**Assignment**
Those lines of the data that hold the word "roads" are to be copied out.

**Dataset content**

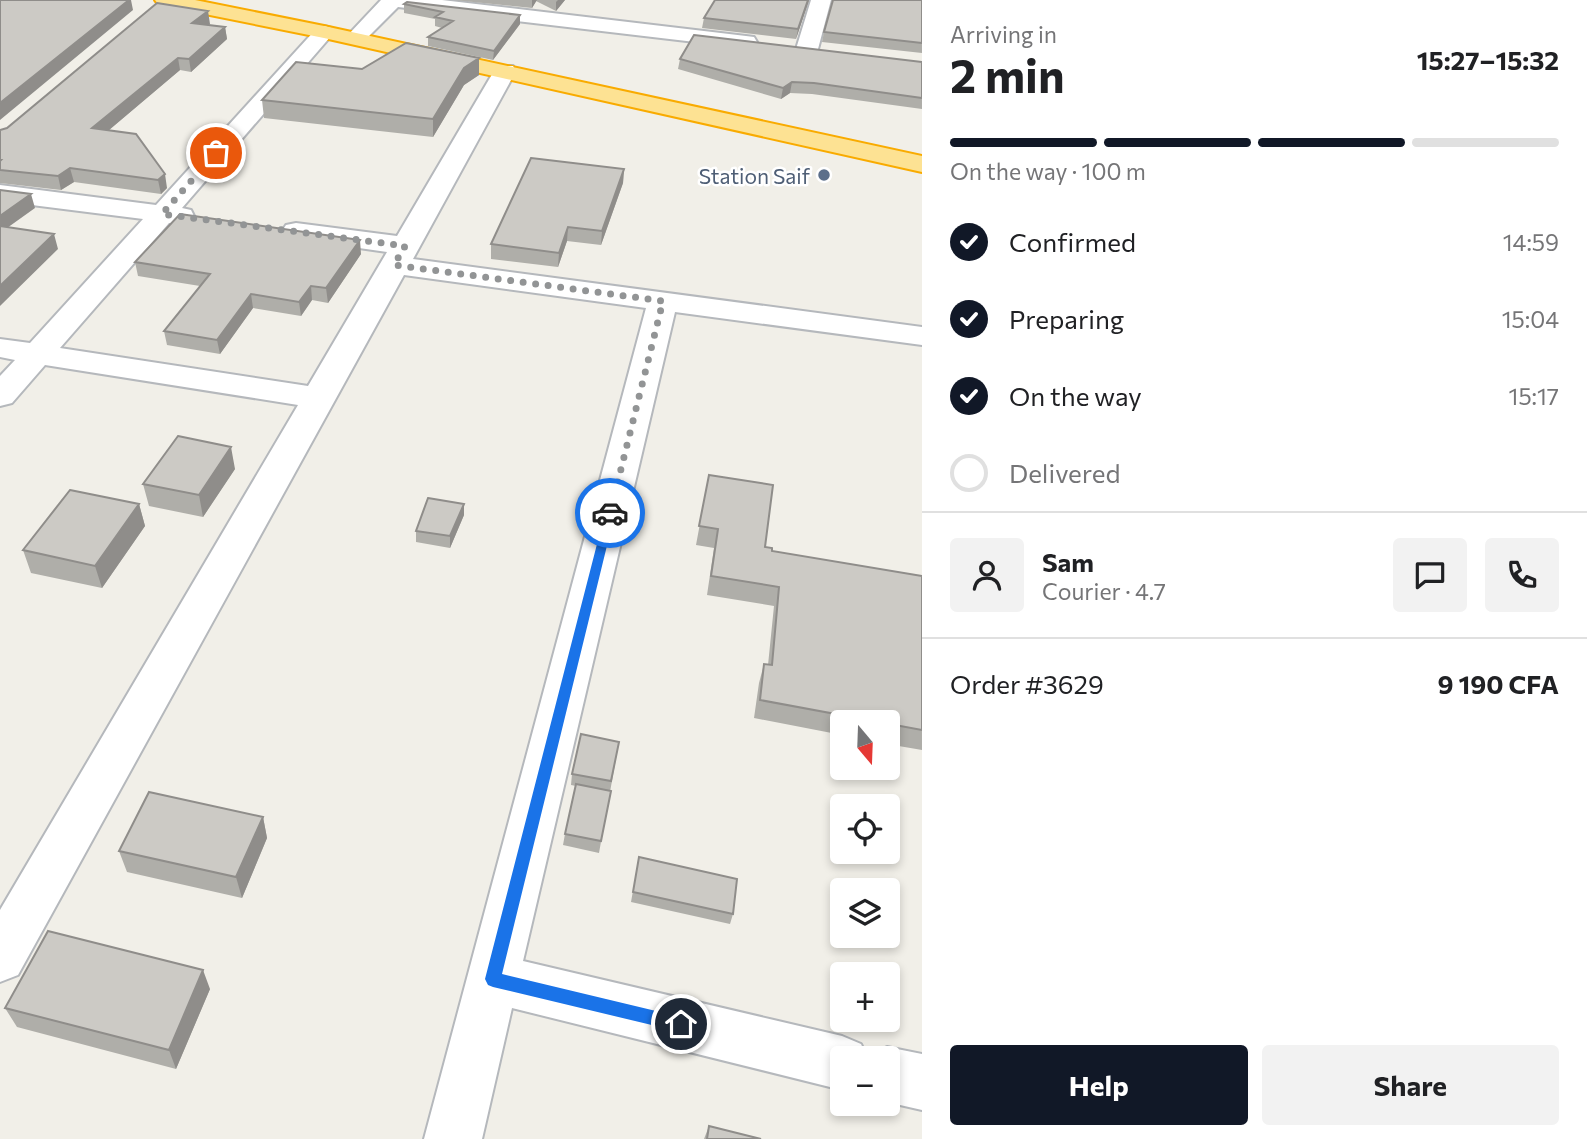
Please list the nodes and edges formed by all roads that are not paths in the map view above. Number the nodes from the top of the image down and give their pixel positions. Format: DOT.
graph roads {
  1 [pos="393,0"];
  2 [pos="821,0"];
  3 [pos="160,3"];
  4 [pos="324,32"];
  5 [pos="355,39"];
  6 [pos="766,45"];
  7 [pos="832,52"];
  8 [pos="505,71"];
  9 [pos="922,164"];
  10 [pos="0,193"];
  11 [pos="162,214"];
  12 [pos="202,219"];
  13 [pos="270,228"];
  14 [pos="400,256"];
  15 [pos="663,301"];
  16 [pos="922,336"];
  17 [pos="0,348"];
  18 [pos="37,354"];
  19 [pos="0,396"];
  20 [pos="319,398"];
  21 [pos="4,941"];
  22 [pos="493,979"];
  23 [pos="830,1060"];
  24 [pos="900,1077"];
  25 [pos="922,1082"];
  26 [pos="453,1139"];
  1 -- 5 [label="street"];
  1 -- 6 [label="street"];
  2 -- 7 [label="street"];
  3 -- 4 [label="highway"];
  4 -- 5 [label="highway"];
  4 -- 11 [label="street"];
  5 -- 8 [label="highway"];
  8 -- 9 [label="highway"];
  8 -- 14 [label="street"];
  10 -- 11 [label="street"];
  11 -- 12 [label="street"];
  11 -- 18 [label="street"];
  13 -- 14 [label="street"];
  14 -- 15 [label="street"];
  14 -- 20 [label="street"];
  15 -- 16 [label="street"];
  15 -- 22 [label="street"];
  17 -- 18 [label="street"];
  18 -- 19 [label="street"];
  18 -- 20 [label="street"];
  20 -- 21 [label="street"];
  22 -- 23 [label="street"];
  22 -- 26 [label="street"];
  24 -- 25 [label="street"];
}
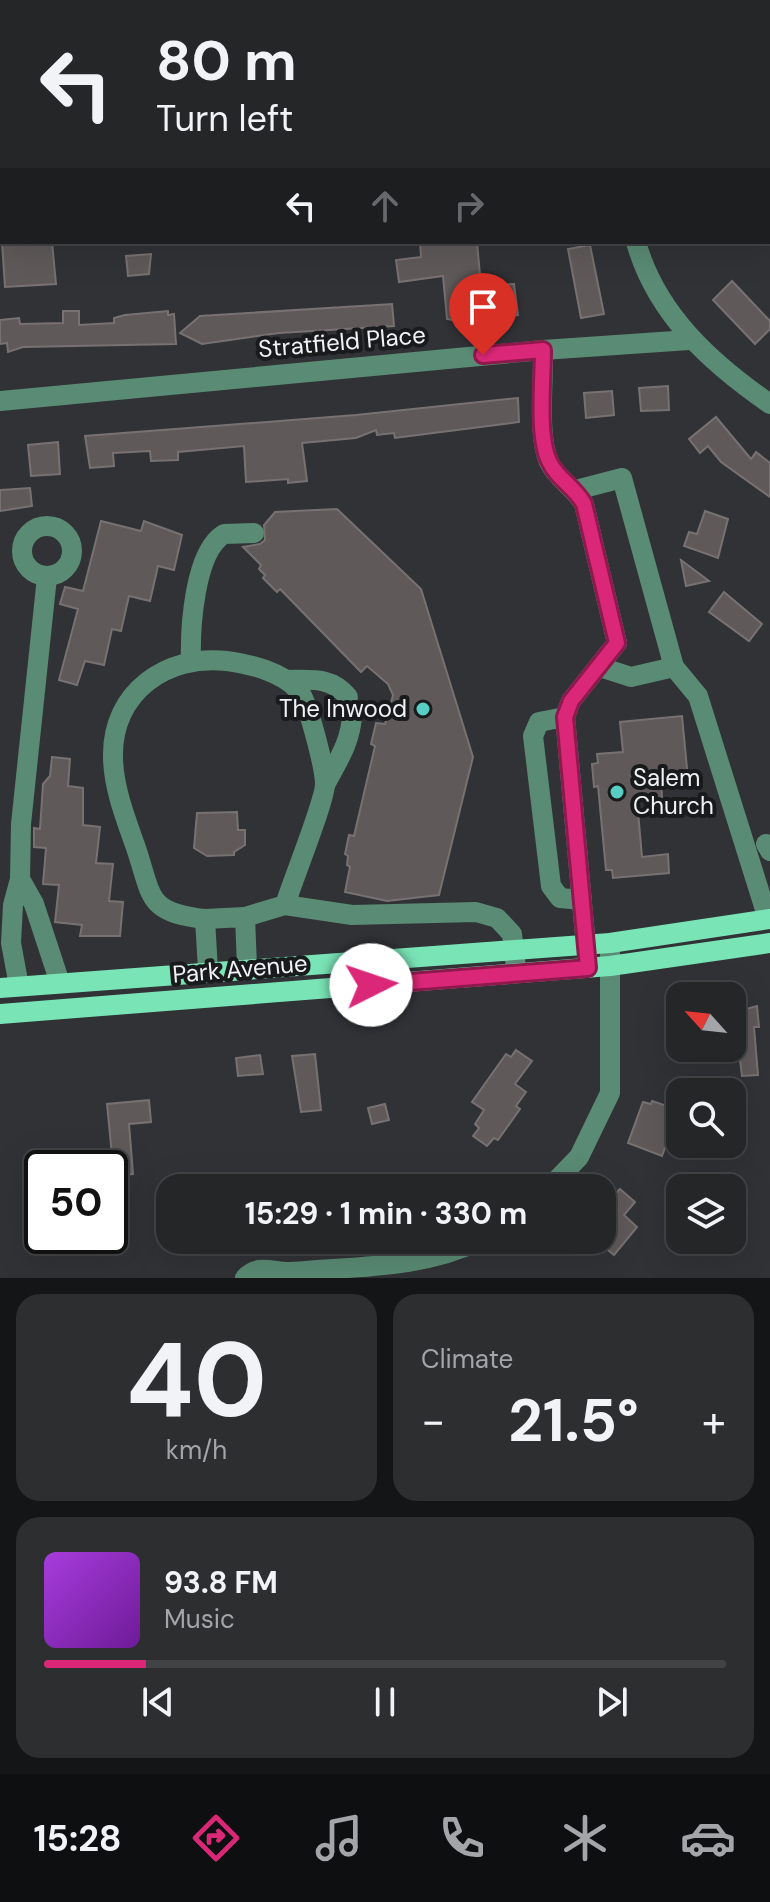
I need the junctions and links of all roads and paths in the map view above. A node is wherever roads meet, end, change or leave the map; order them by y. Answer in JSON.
{"nodes":[{"id":1,"x":637,"y":244,"type":"edge"},
{"id":2,"x":689,"y":340,"type":"junction"},
{"id":3,"x":543,"y":350,"type":"junction"},
{"id":4,"x":0,"y":401,"type":"edge"},
{"id":5,"x":770,"y":404,"type":"edge"},
{"id":6,"x":576,"y":490,"type":"junction"},
{"id":7,"x":254,"y":533,"type":"dead end"},
{"id":8,"x":47,"y":577,"type":"dead end"},
{"id":9,"x":191,"y":662,"type":"junction"},
{"id":10,"x":600,"y":667,"type":"junction"},
{"id":11,"x":674,"y":667,"type":"junction"},
{"id":12,"x":286,"y":680,"type":"junction"},
{"id":13,"x":565,"y":717,"type":"junction"},
{"id":14,"x":325,"y":785,"type":"junction"},
{"id":15,"x":20,"y":879,"type":"junction"},
{"id":16,"x":582,"y":900,"type":"junction"},
{"id":17,"x":285,"y":905,"type":"junction"},
{"id":18,"x":245,"y":917,"type":"junction"},
{"id":19,"x":205,"y":919,"type":"junction"},
{"id":20,"x":769,"y":919,"type":"edge"},
{"id":21,"x":610,"y":943,"type":"junction"},
{"id":22,"x":770,"y":943,"type":"edge"},
{"id":23,"x":586,"y":944,"type":"junction"},
{"id":24,"x":514,"y":949,"type":"junction"},
{"id":25,"x":610,"y":966,"type":"junction"},
{"id":26,"x":247,"y":967,"type":"junction"},
{"id":27,"x":588,"y":968,"type":"junction"},
{"id":28,"x":208,"y":970,"type":"junction"},
{"id":29,"x":516,"y":973,"type":"junction"},
{"id":30,"x":60,"y":983,"type":"junction"},
{"id":31,"x":10,"y":987,"type":"edge"},
{"id":32,"x":0,"y":1014,"type":"edge"},
{"id":33,"x":563,"y":1174,"type":"edge"},
{"id":34,"x":448,"y":1254,"type":"edge"},
{"id":35,"x":383,"y":1273,"type":"edge"},
{"id":36,"x":293,"y":1274,"type":"edge"},
{"id":37,"x":245,"y":1278,"type":"edge"}],
"edges":[{"from":1,"to":2,"type":"street"},
{"from":2,"to":3,"type":"street","name":"Stratfield Place"},
{"from":2,"to":5,"type":"street"},
{"from":3,"to":4,"type":"street","name":"Stratfield Place"},
{"from":3,"to":6,"type":"street"},
{"from":6,"to":10,"type":"street"},
{"from":6,"to":11,"type":"street"},
{"from":7,"to":9,"type":"street"},
{"from":8,"to":15,"type":"street"},
{"from":9,"to":12,"type":"street"},
{"from":9,"to":19,"type":"street"},
{"from":10,"to":11,"type":"street"},
{"from":10,"to":13,"type":"street"},
{"from":11,"to":20,"type":"street"},
{"from":12,"to":14,"type":"street"},
{"from":12,"to":14,"type":"street"},
{"from":13,"to":16,"type":"street"},
{"from":13,"to":16,"type":"street"},
{"from":14,"to":17,"type":"street"},
{"from":15,"to":30,"type":"street"},
{"from":15,"to":31,"type":"street"},
{"from":16,"to":23,"type":"street"},
{"from":17,"to":18,"type":"street"},
{"from":17,"to":24,"type":"street"},
{"from":18,"to":19,"type":"street"},
{"from":18,"to":26,"type":"street"},
{"from":19,"to":28,"type":"street"},
{"from":20,"to":21,"type":"main road","name":"Park Avenue"},
{"from":21,"to":23,"type":"main road","name":"Park Avenue"},
{"from":21,"to":25,"type":"street"},
{"from":22,"to":25,"type":"main road","name":"Park Avenue"},
{"from":23,"to":24,"type":"main road","name":"Park Avenue"},
{"from":23,"to":27,"type":"street"},
{"from":24,"to":26,"type":"main road","name":"Park Avenue"},
{"from":24,"to":29,"type":"street"},
{"from":25,"to":27,"type":"main road","name":"Park Avenue"},
{"from":25,"to":33,"type":"street"},
{"from":26,"to":28,"type":"main road","name":"Park Avenue"},
{"from":27,"to":29,"type":"main road","name":"Park Avenue"},
{"from":28,"to":30,"type":"main road","name":"Park Avenue"},
{"from":29,"to":32,"type":"main road","name":"Park Avenue"},
{"from":30,"to":31,"type":"main road","name":"Park Avenue"},
{"from":34,"to":35,"type":"street"},
{"from":35,"to":36,"type":"street"},
{"from":36,"to":37,"type":"street"}]}
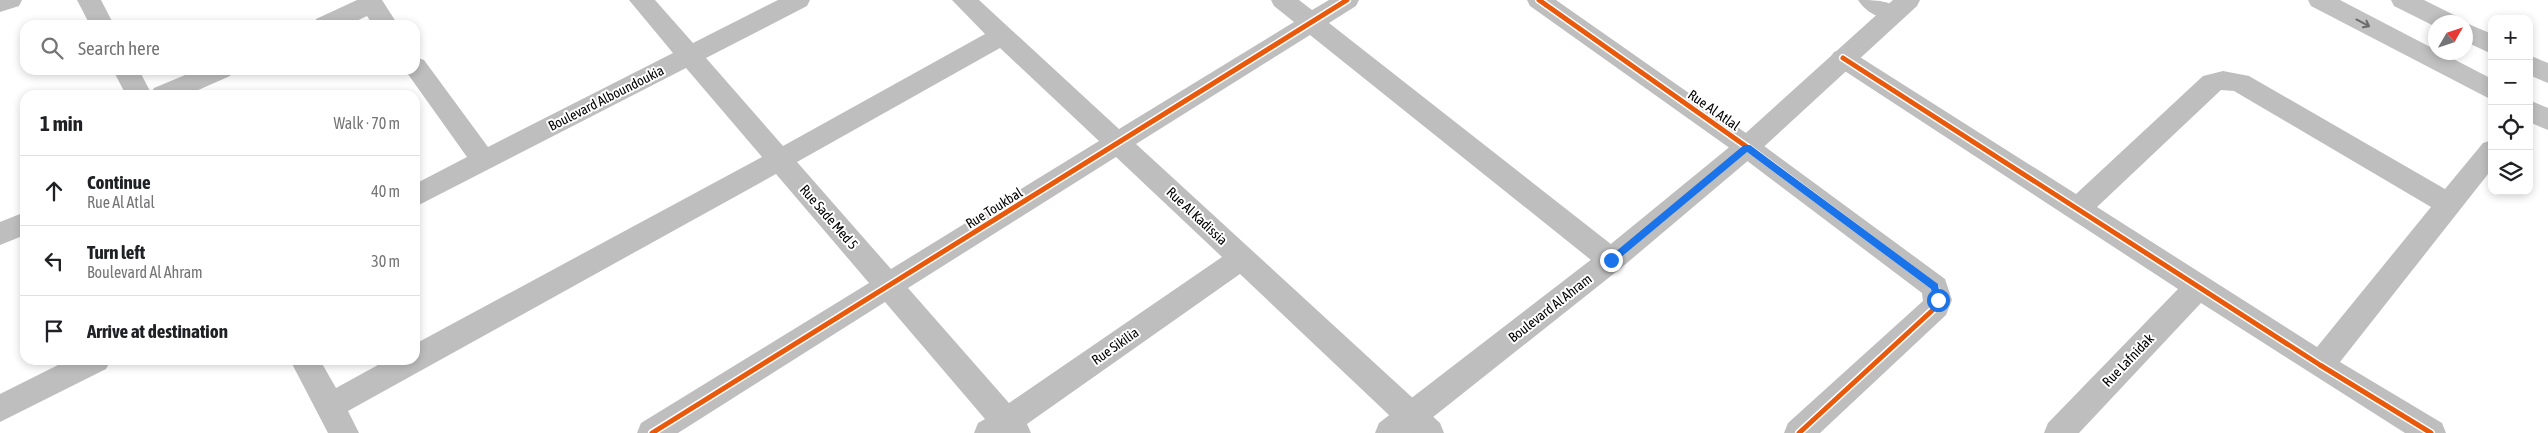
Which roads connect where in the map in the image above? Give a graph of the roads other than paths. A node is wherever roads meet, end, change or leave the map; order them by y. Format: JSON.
{"nodes":[{"id":1,"x":10,"y":0,"type":"edge"},
{"id":2,"x":89,"y":0,"type":"edge"},
{"id":3,"x":641,"y":0,"type":"edge"},
{"id":4,"x":798,"y":0,"type":"edge"},
{"id":5,"x":964,"y":0,"type":"edge"},
{"id":6,"x":1283,"y":0,"type":"edge"},
{"id":7,"x":1347,"y":0,"type":"edge"},
{"id":8,"x":2320,"y":0,"type":"edge"},
{"id":9,"x":2403,"y":0,"type":"edge"},
{"id":10,"x":1542,"y":1,"type":"edge"},
{"id":11,"x":370,"y":2,"type":"edge"},
{"id":12,"x":0,"y":4,"type":"edge"},
{"id":13,"x":1890,"y":4,"type":"edge"},
{"id":14,"x":2433,"y":15,"type":"edge"},
{"id":15,"x":99,"y":20,"type":"edge"},
{"id":16,"x":334,"y":20,"type":"edge"},
{"id":17,"x":383,"y":20,"type":"edge"},
{"id":18,"x":1310,"y":22,"type":"junction"},
{"id":19,"x":1002,"y":35,"type":"junction"},
{"id":20,"x":2473,"y":36,"type":"edge"},
{"id":21,"x":2488,"y":43,"type":"edge"},
{"id":22,"x":689,"y":55,"type":"junction"},
{"id":23,"x":1844,"y":58,"type":"junction"},
{"id":24,"x":2533,"y":66,"type":"edge"},
{"id":25,"x":420,"y":73,"type":"edge"},
{"id":26,"x":2548,"y":74,"type":"edge"},
{"id":27,"x":129,"y":75,"type":"edge"},
{"id":28,"x":209,"y":75,"type":"edge"},
{"id":29,"x":2488,"y":89,"type":"edge"},
{"id":30,"x":136,"y":90,"type":"edge"},
{"id":31,"x":175,"y":90,"type":"edge"},
{"id":32,"x":2533,"y":112,"type":"edge"},
{"id":33,"x":2548,"y":120,"type":"edge"},
{"id":34,"x":1119,"y":144,"type":"junction"},
{"id":35,"x":1747,"y":148,"type":"junction"},
{"id":36,"x":2488,"y":155,"type":"edge"},
{"id":37,"x":779,"y":160,"type":"junction"},
{"id":38,"x":484,"y":161,"type":"junction"},
{"id":39,"x":420,"y":193,"type":"edge"},
{"id":40,"x":2449,"y":204,"type":"junction"},
{"id":41,"x":2077,"y":209,"type":"junction"},
{"id":42,"x":20,"y":225,"type":"edge"},
{"id":43,"x":0,"y":234,"type":"edge"},
{"id":44,"x":1242,"y":258,"type":"junction"},
{"id":45,"x":1611,"y":260,"type":"junction"},
{"id":46,"x":889,"y":286,"type":"junction"},
{"id":47,"x":2198,"y":287,"type":"junction"},
{"id":48,"x":420,"y":357,"type":"edge"},
{"id":49,"x":86,"y":365,"type":"edge"},
{"id":50,"x":308,"y":365,"type":"edge"},
{"id":51,"x":405,"y":365,"type":"edge"},
{"id":52,"x":2320,"y":365,"type":"junction"},
{"id":53,"x":330,"y":406,"type":"junction"},
{"id":54,"x":0,"y":409,"type":"edge"},
{"id":55,"x":1420,"y":425,"type":"edge"},
{"id":56,"x":1004,"y":429,"type":"edge"},
{"id":57,"x":344,"y":433,"type":"edge"},
{"id":58,"x":652,"y":433,"type":"edge"},
{"id":59,"x":1390,"y":433,"type":"edge"},
{"id":60,"x":1799,"y":433,"type":"edge"},
{"id":61,"x":2058,"y":433,"type":"edge"},
{"id":62,"x":2431,"y":433,"type":"edge"}],
"edges":[{"from":1,"to":12,"type":"street"},
{"from":2,"to":15,"type":"street"},
{"from":3,"to":22,"type":"street","name":"Rue Sade Med 5"},
{"from":4,"to":22,"type":"street","name":"Boulevard Alboundoukia"},
{"from":5,"to":19,"type":"street","name":"Rue Al Kadissia"},
{"from":6,"to":18,"type":"street"},
{"from":7,"to":18,"type":"street","name":"Rue Toukbal"},
{"from":8,"to":29,"type":"main road","one_way":true},
{"from":9,"to":14,"type":"main road"},
{"from":10,"to":35,"type":"street","name":"Rue Al Atlal"},
{"from":11,"to":16,"type":"street"},
{"from":11,"to":17,"type":"street"},
{"from":13,"to":23,"type":"street","name":"Boulevard Al Ahram"},
{"from":18,"to":34,"type":"street","name":"Rue Toukbal"},
{"from":18,"to":45,"type":"street"},
{"from":19,"to":34,"type":"street","name":"Rue Al Kadissia"},
{"from":19,"to":37,"type":"street"},
{"from":20,"to":21,"type":"main road"},
{"from":22,"to":37,"type":"street","name":"Rue Sade Med 5"},
{"from":22,"to":38,"type":"street","name":"Boulevard Alboundoukia"},
{"from":23,"to":35,"type":"street","name":"Boulevard Al Ahram"},
{"from":23,"to":41,"type":"street"},
{"from":24,"to":26,"type":"main road"},
{"from":25,"to":38,"type":"street"},
{"from":27,"to":30,"type":"street"},
{"from":28,"to":31,"type":"street"},
{"from":32,"to":33,"type":"main road"},
{"from":34,"to":44,"type":"street","name":"Rue Al Kadissia"},
{"from":34,"to":46,"type":"street","name":"Rue Toukbal"},
{"from":35,"to":45,"type":"street","name":"Boulevard Al Ahram"},
{"from":35,"to":60,"type":"street","name":"Rue Al Atlal"},
{"from":36,"to":40,"type":"street"},
{"from":37,"to":46,"type":"street","name":"Rue Sade Med 5"},
{"from":37,"to":48,"type":"street"},
{"from":38,"to":39,"type":"street","name":"Boulevard Alboundoukia"},
{"from":40,"to":41,"type":"street"},
{"from":40,"to":52,"type":"street"},
{"from":41,"to":47,"type":"street"},
{"from":42,"to":43,"type":"street"},
{"from":44,"to":55,"type":"street","name":"Rue Al Kadissia"},
{"from":44,"to":56,"type":"street","name":"Rue Sikilia"},
{"from":45,"to":55,"type":"street","name":"Boulevard Al Ahram"},
{"from":46,"to":56,"type":"street","name":"Rue Sade Med 5"},
{"from":46,"to":58,"type":"street","name":"Rue Toukbal"},
{"from":47,"to":52,"type":"street"},
{"from":47,"to":61,"type":"street","name":"Rue Lafnidak"},
{"from":49,"to":54,"type":"street"},
{"from":50,"to":53,"type":"street"},
{"from":51,"to":53,"type":"street"},
{"from":52,"to":62,"type":"street"},
{"from":53,"to":57,"type":"street"},
{"from":55,"to":59,"type":"street","name":"Boulevard Al Ahram"}]}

**Solution to this task**
Please list the nodes and edges formed by all roads that are not paths in the map view above. Number the nodes from the top of the image down and give their pixel positions. Format: DOT.
graph roads {
I need the junctions and links of all roads and paths in the map view above. A node is wherever roads meet, end, change or leave the map; order them by y. Answer in JSON.
Which roads connect where in the map in the image above? Give a graph of the roads other than paths. A node is wherever roads meet, end, change or leave the map; order them by y. Format: JSON.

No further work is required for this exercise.